━━畜生!まさか…まさか、こんな事になるとは!
リュユージュは手の平の中に収まる程の小刀を右手に、階段を駆け上がった。
「ギルは何処だ。」
その声に振り返った店主は、息を呑んだ。
喉を切り裂いた後に首を抱え込んで捻ったリュユージュの右腕は、滴り落ちる程の鮮血に染まっていたのだ。
「な、何をした!?お前、どこにそんな刃物を隠し持って…!?市場での揉め事は御法度だ!!」
「そんなの、見落とした貴方の責任でしょう?僕を咎め立てるのはお門違いだ。」
店主は衣服そのものを調べる事をしなかった。彼の小刀は、上着の内側に縫い付けられていたのだ。
リュユージュは自分の剣に向かって歩を早め、手を伸ばす。
店主はその腕を掴んで、それを阻止した。
「だ、駄目だ、御法度だと言っただろう!!規則を破ったらオレがボスに…!!」
「あの男が口を利ける状態かどうか、見て来なよ。
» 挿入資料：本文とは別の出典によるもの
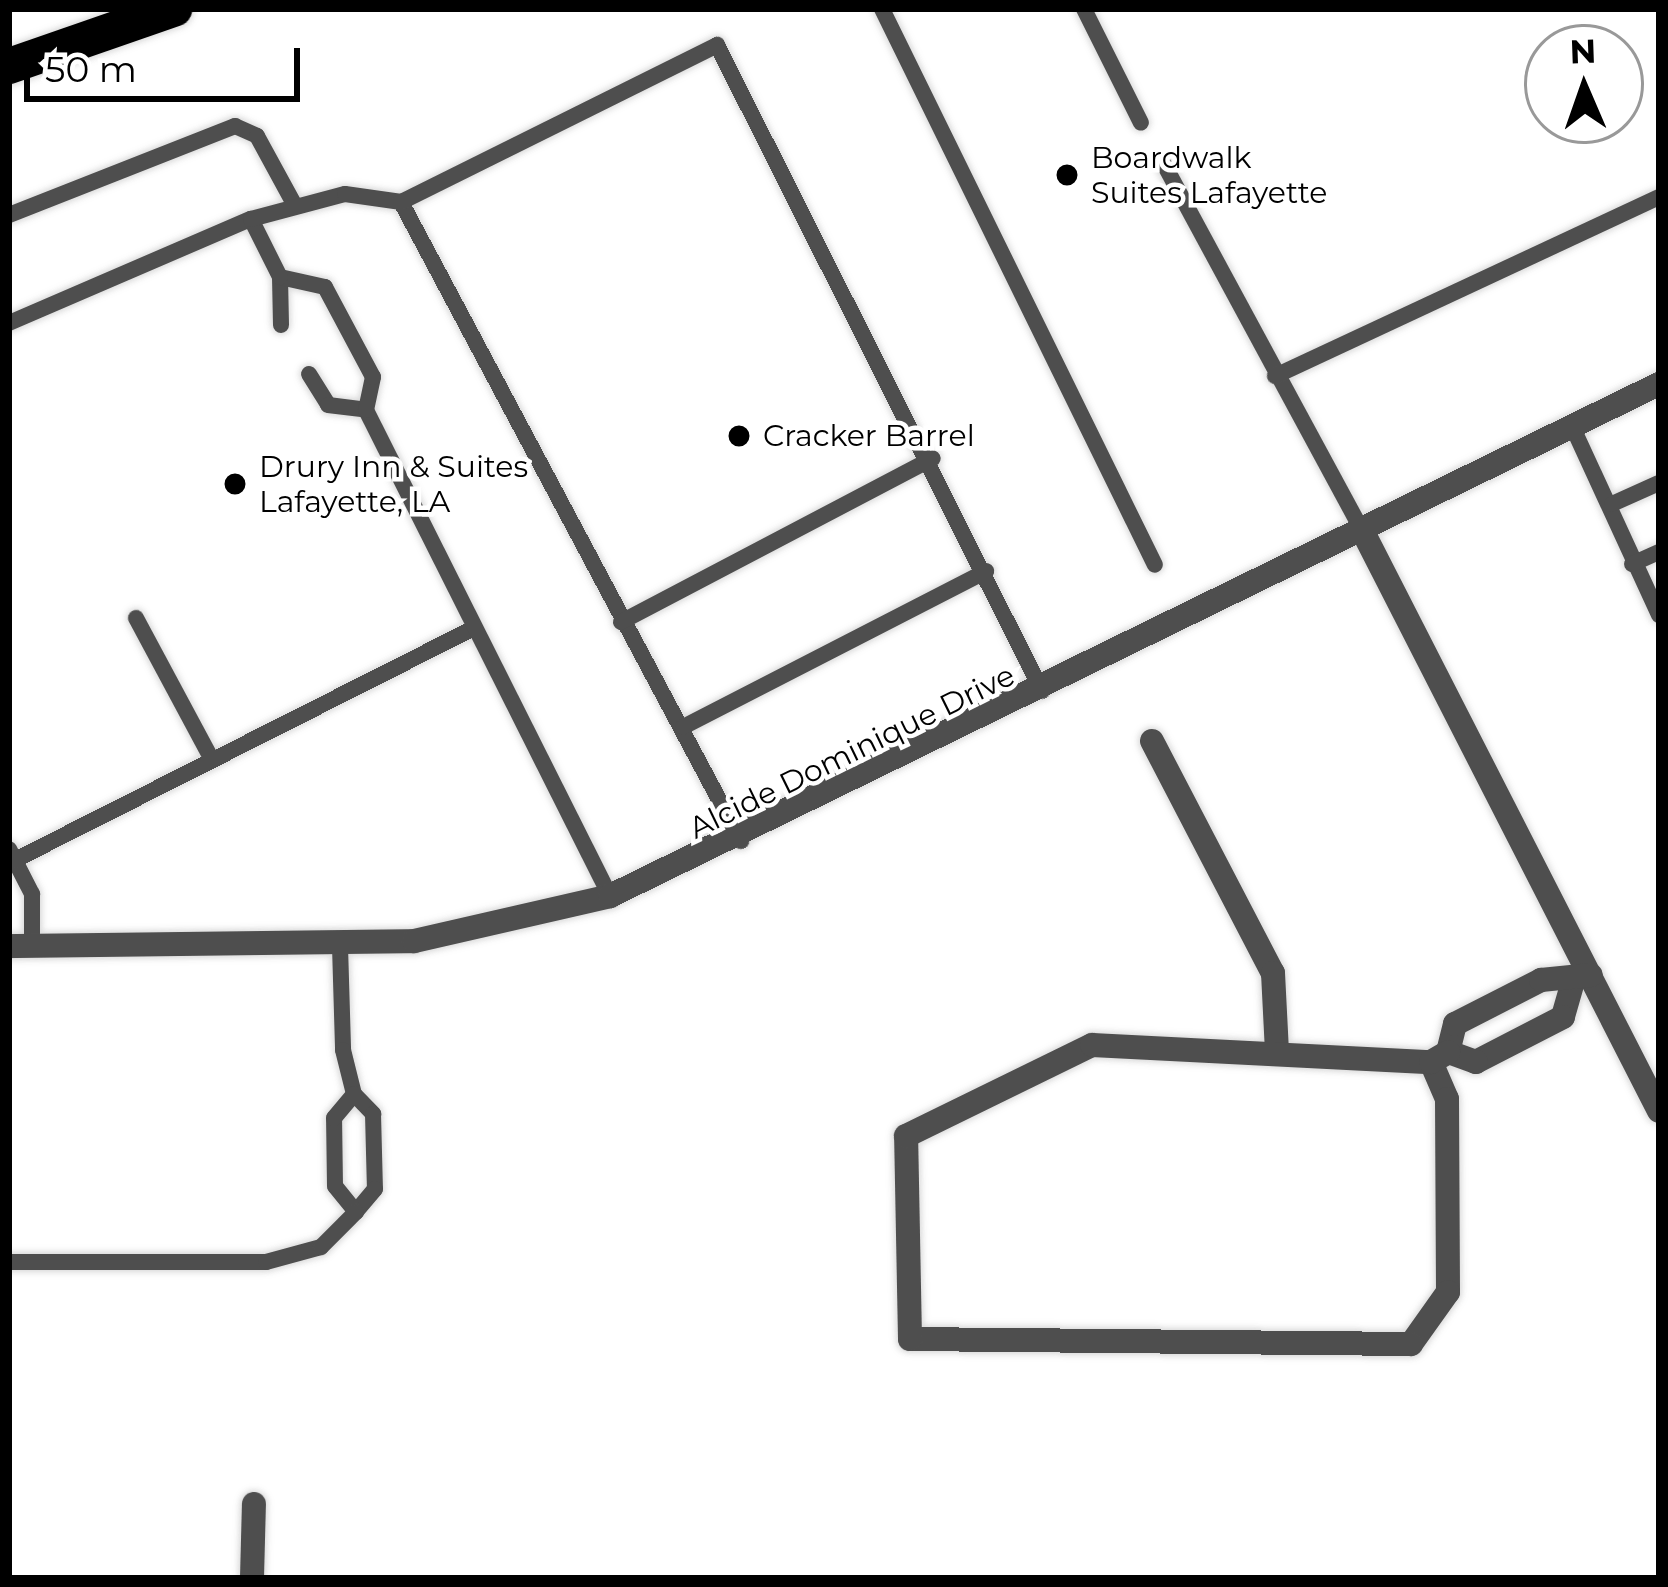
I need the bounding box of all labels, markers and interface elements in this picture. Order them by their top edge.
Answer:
scale bar [30,24,306,98]
north arrow [1524,24,1644,144]
text: N [1569,31,1597,71]
text: 50 m [45,47,137,91]
place label: Boardwalk Suites Lafayette [1091,140,1327,210]
marker: Boardwalk Suites Lafayette [1054,162,1080,188]
place label: Cracker Barrel [763,418,975,454]
marker: Cracker Barrel [726,423,752,449]
place label: Drury Inn & Suites Lafayette, LA [259,449,528,520]
marker: Drury Inn & Suites Lafayette, LA [222,471,248,497]
street label: Alcide Dominique Drive [683,657,1021,847]

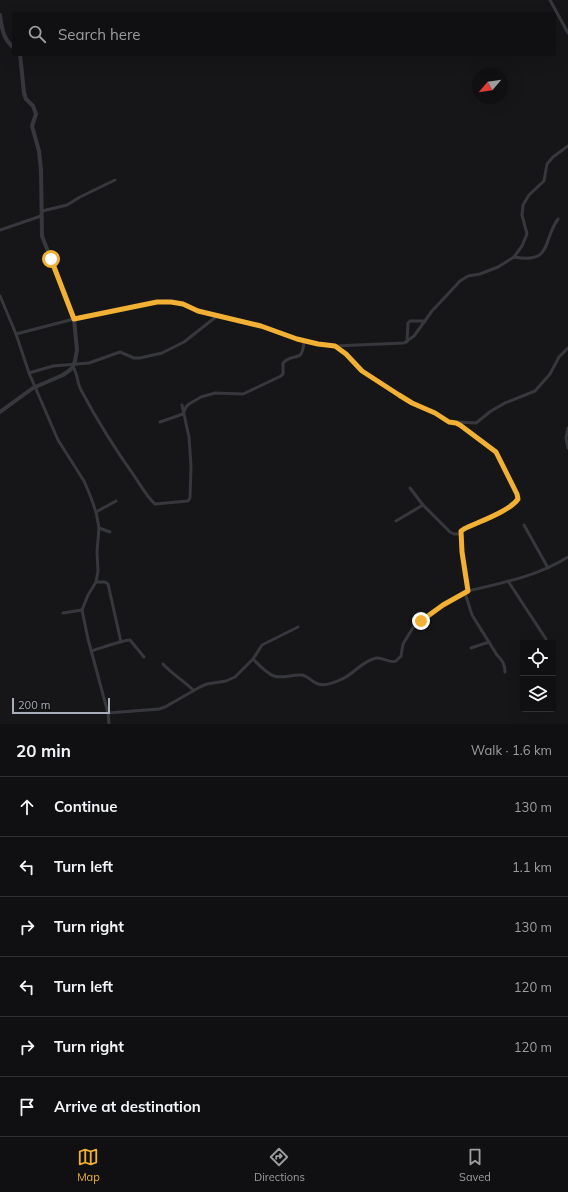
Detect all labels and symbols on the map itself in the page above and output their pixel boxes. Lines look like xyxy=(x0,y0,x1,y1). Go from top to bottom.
north arrow xyxy=(472,68,508,104)
route start xyxy=(42,250,60,268)
route end xyxy=(412,612,430,630)
scale bar xyxy=(12,696,110,715)

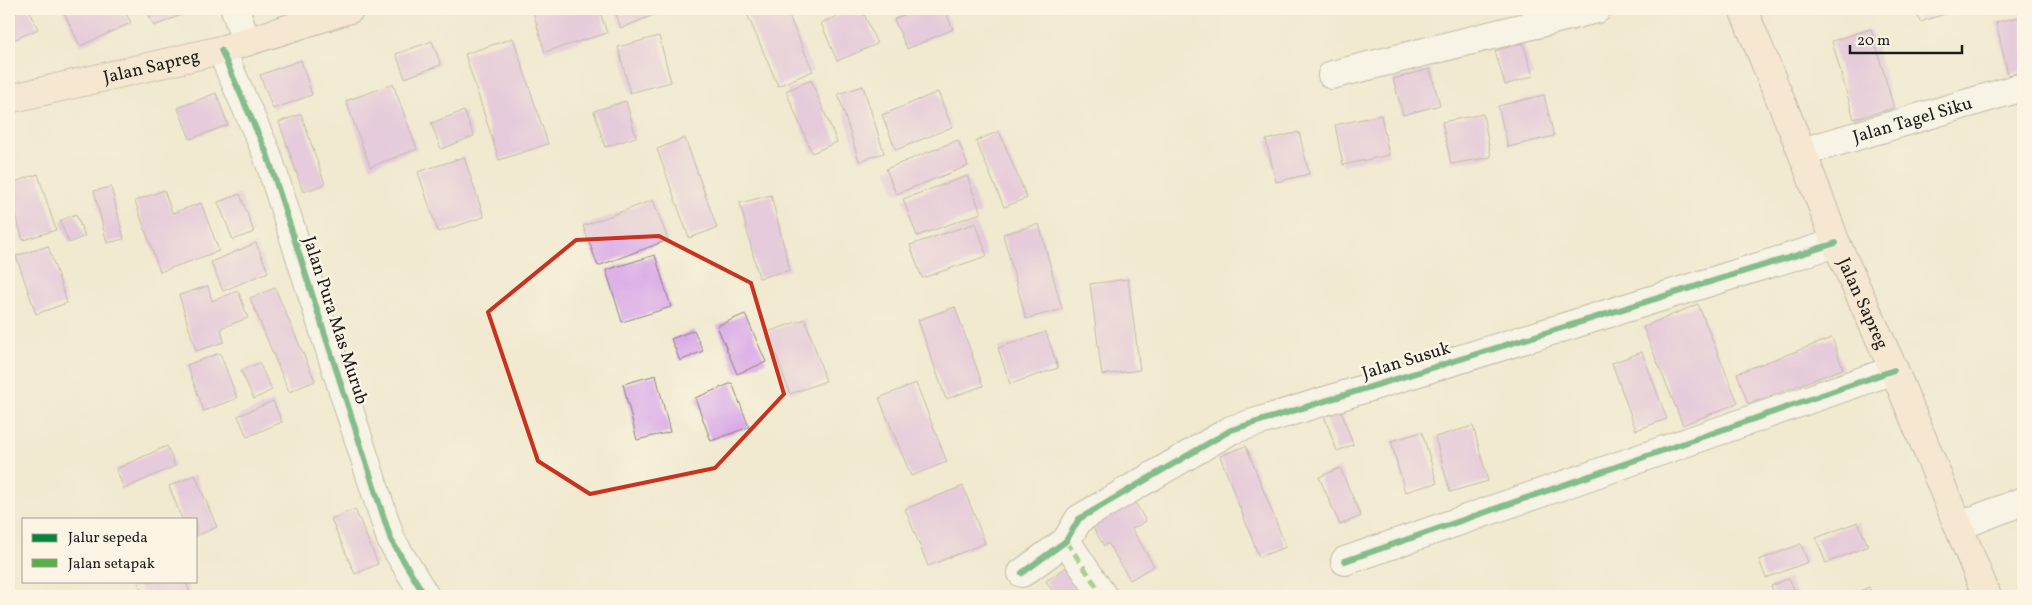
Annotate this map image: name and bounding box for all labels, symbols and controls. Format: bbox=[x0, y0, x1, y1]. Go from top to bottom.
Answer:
scale bar bbox=[1850, 22, 1962, 54]
text: 20 m bbox=[1857, 31, 1890, 52]
street label: Jalan Sapreg bbox=[101, 44, 202, 91]
street label: Jalan Tagel Siku bbox=[1850, 92, 1976, 150]
street label: Jalan Pura Mas Murub bbox=[296, 233, 374, 408]
street label: Jalan Sapreg bbox=[1830, 254, 1894, 354]
street label: Jalan Susuk bbox=[1359, 336, 1454, 387]
legend bbox=[22, 518, 198, 582]
text: Jalur sepeda bbox=[68, 528, 148, 549]
text: Jalan setapak bbox=[68, 554, 155, 575]

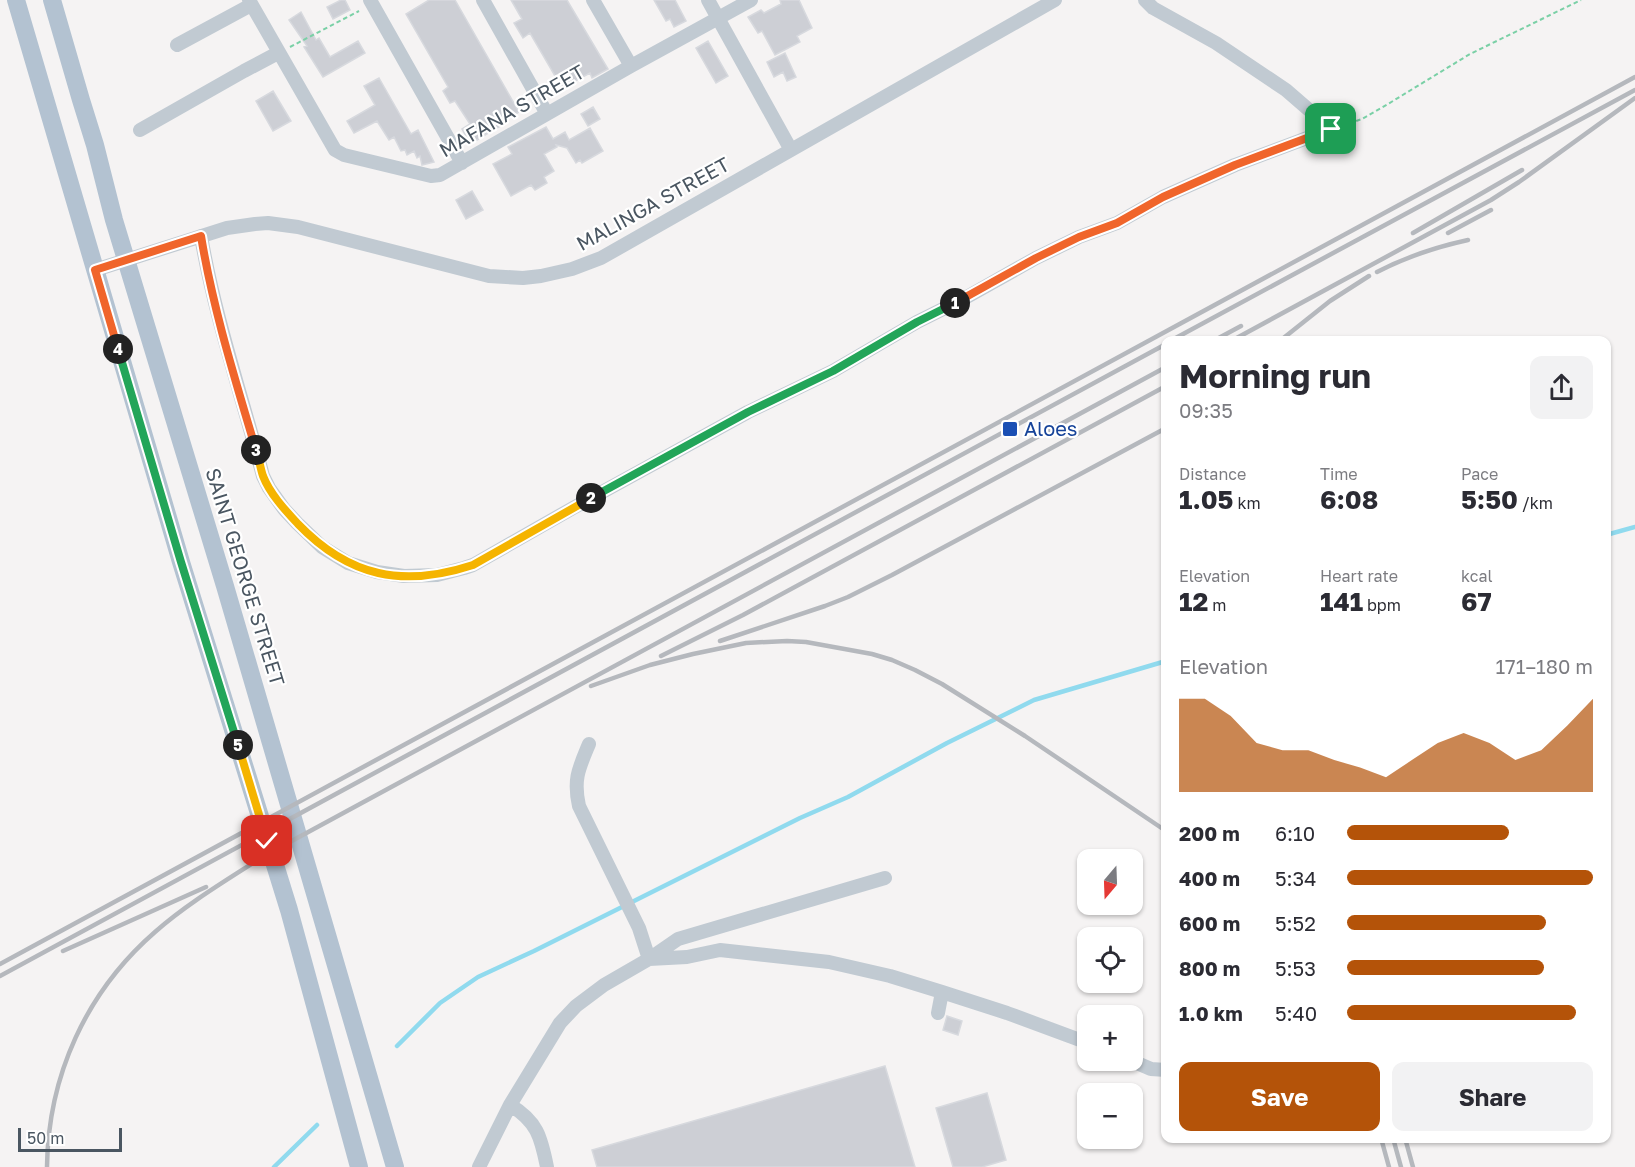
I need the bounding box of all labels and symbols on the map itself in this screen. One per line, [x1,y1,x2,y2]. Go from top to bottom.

」
抑え切れない程の激しい怒りを湛えた瞳で、リュユージュは店主を威圧した。
店主が怯んだその隙に彼の手を振り払い、剣を取り戻した。
帯剣するかと思いきや、リュユージュは乱暴にベルトと鞘を左手で後ろへ投げ飛ばした。
「お、おい!」
剥き出しの剣を持つ彼を阻止しようと、店主は一歩足を踏み出す。
微かな風切り音がしたかと思ったら、店主の眼前には強烈な光を放つ白刃が在った。
あと一歩踏み出していたら、その切っ先は間違いなく彼の喉に突き刺さっていただろう。
「言った筈だ。僕を敵に回さない方がいい、と。」
据わった目でそれだけ言うとリュユージュは剣を引き下げ、再び地下室へと戻って行った。
丁度時を同じくして、市場が始まろうとした。
「待たせたな。」
定食屋で見た山賊の残党が、拘束したアンジェリカを引っ張って来た。
「…っ!!」
ギルバートは出かかった叫びを飲み込み、思わず立ち上がった。